(Stored data)
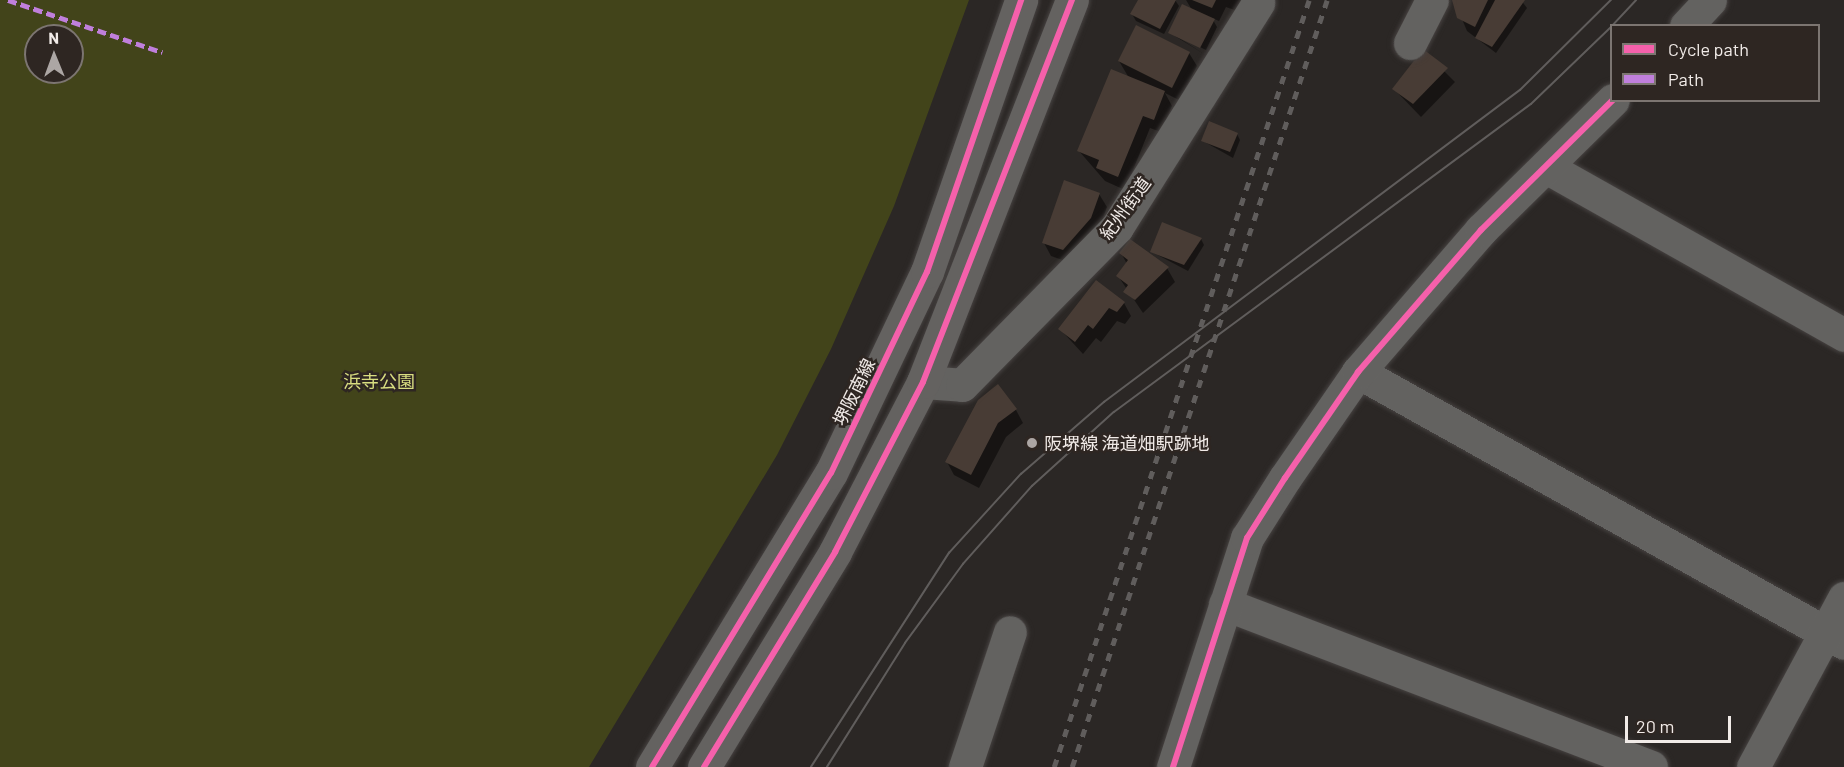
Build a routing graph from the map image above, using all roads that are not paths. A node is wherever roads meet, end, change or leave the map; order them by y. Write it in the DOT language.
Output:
graph roads {
  1 [pos="1021,0"];
  2 [pos="1072,0"];
  3 [pos="1432,0"];
  4 [pos="1710,0"];
  5 [pos="1258,3"];
  6 [pos="1688,24"];
  7 [pos="1410,43"];
  8 [pos="1611,102"];
  9 [pos="1546,167"];
  10 [pos="1844,335"];
  11 [pos="1358,372"];
  12 [pos="923,382"];
  13 [pos="1844,598"];
  14 [pos="1225,604"];
  15 [pos="1010,632"];
  16 [pos="1835,638"];
  17 [pos="652,767"];
  18 [pos="704,767"];
  19 [pos="965,767"];
  20 [pos="1173,767"];
  21 [pos="1651,767"];
  22 [pos="1753,767"];
  1 -- 17 [label="main road, 堺阪南線"];
  2 -- 12 [label="main road"];
  3 -- 7 [label="street"];
  4 -- 6 [label="street"];
  5 -- 12 [label="street, 紀州街道"];
  8 -- 9 [label="street"];
  9 -- 10 [label="street"];
  9 -- 11 [label="street"];
  11 -- 14 [label="street"];
  11 -- 16 [label="street"];
  12 -- 18 [label="main road"];
  13 -- 16 [label="street"];
  14 -- 20 [label="street"];
  14 -- 21 [label="street"];
  15 -- 19 [label="street"];
  16 -- 22 [label="street"];
}
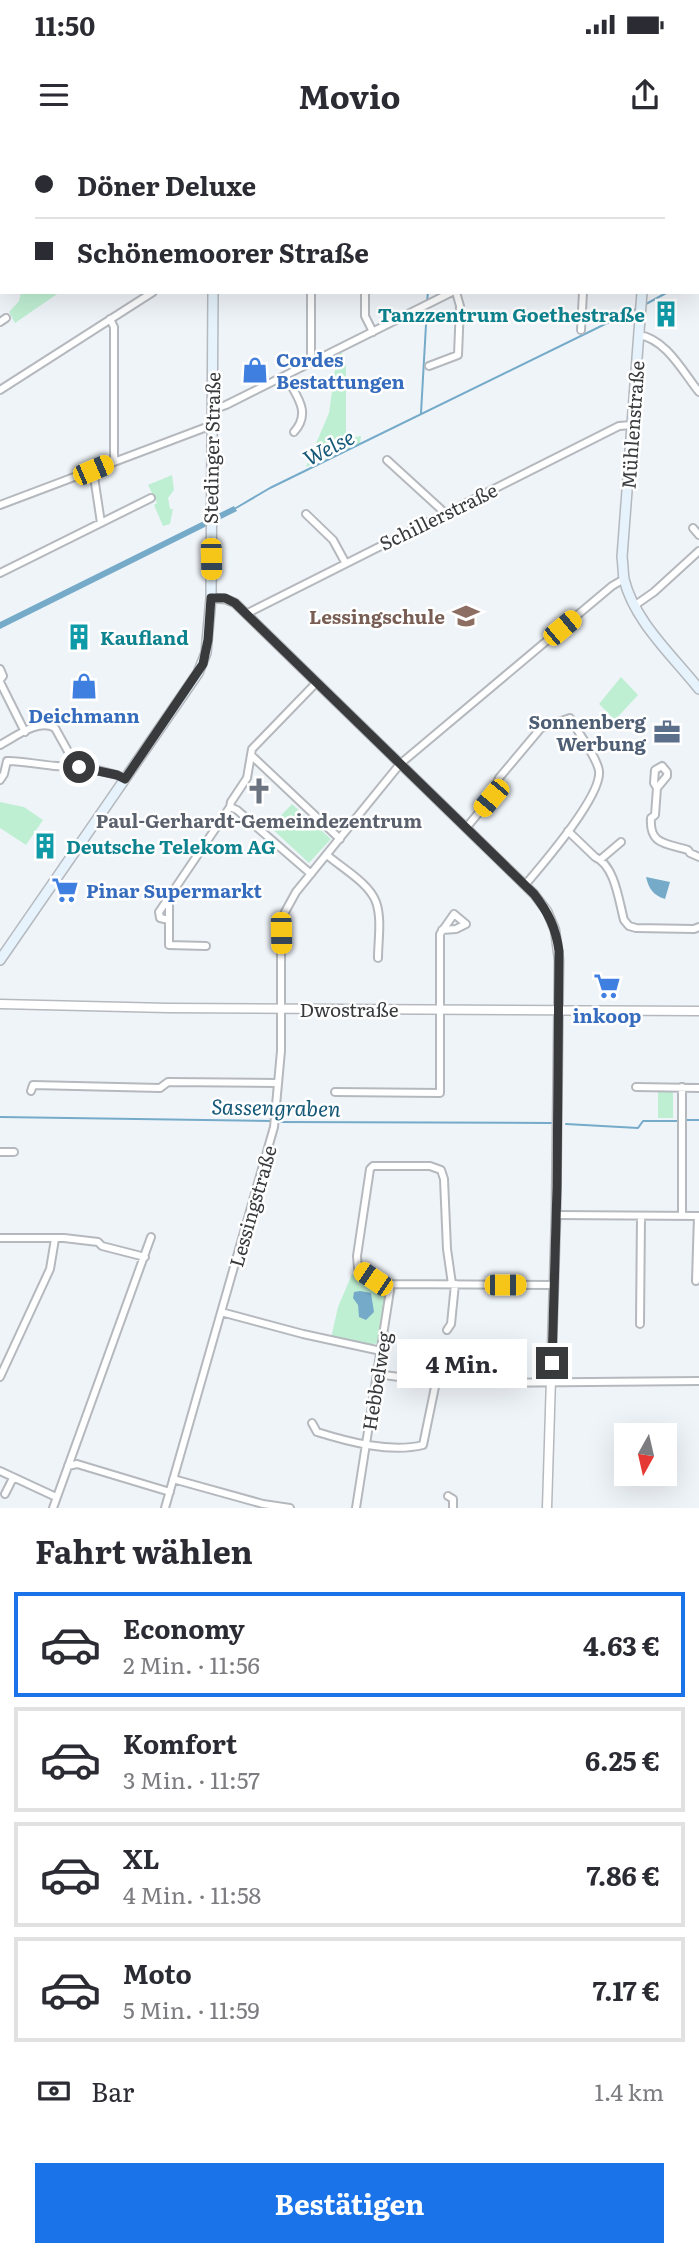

● **Task requirements**
Return all the data exactly, and keep the pictures out.

● **Response for this exercise**
Build a routing graph from the map image above, using all roads that are not paths. A node is wherever roads meet, end, change or leave the map; order them by y. Write it in the DOT language.
Output:
graph roads {
  1 [pos="1021,0"];
  2 [pos="1072,0"];
  3 [pos="1432,0"];
  4 [pos="1710,0"];
  5 [pos="1258,3"];
  6 [pos="1688,24"];
  7 [pos="1410,43"];
  8 [pos="1611,102"];
  9 [pos="1546,167"];
  10 [pos="1844,335"];
  11 [pos="1358,372"];
  12 [pos="923,382"];
  13 [pos="1844,598"];
  14 [pos="1225,604"];
  15 [pos="1010,632"];
  16 [pos="1835,638"];
  17 [pos="652,767"];
  18 [pos="704,767"];
  19 [pos="965,767"];
  20 [pos="1173,767"];
  21 [pos="1651,767"];
  22 [pos="1753,767"];
  1 -- 17 [label="main road, 堺阪南線"];
  2 -- 12 [label="main road"];
  3 -- 7 [label="street"];
  4 -- 6 [label="street"];
  5 -- 12 [label="street, 紀州街道"];
  8 -- 9 [label="street"];
  9 -- 10 [label="street"];
  9 -- 11 [label="street"];
  11 -- 14 [label="street"];
  11 -- 16 [label="street"];
  12 -- 18 [label="main road"];
  13 -- 16 [label="street"];
  14 -- 20 [label="street"];
  14 -- 21 [label="street"];
  15 -- 19 [label="street"];
  16 -- 22 [label="street"];
}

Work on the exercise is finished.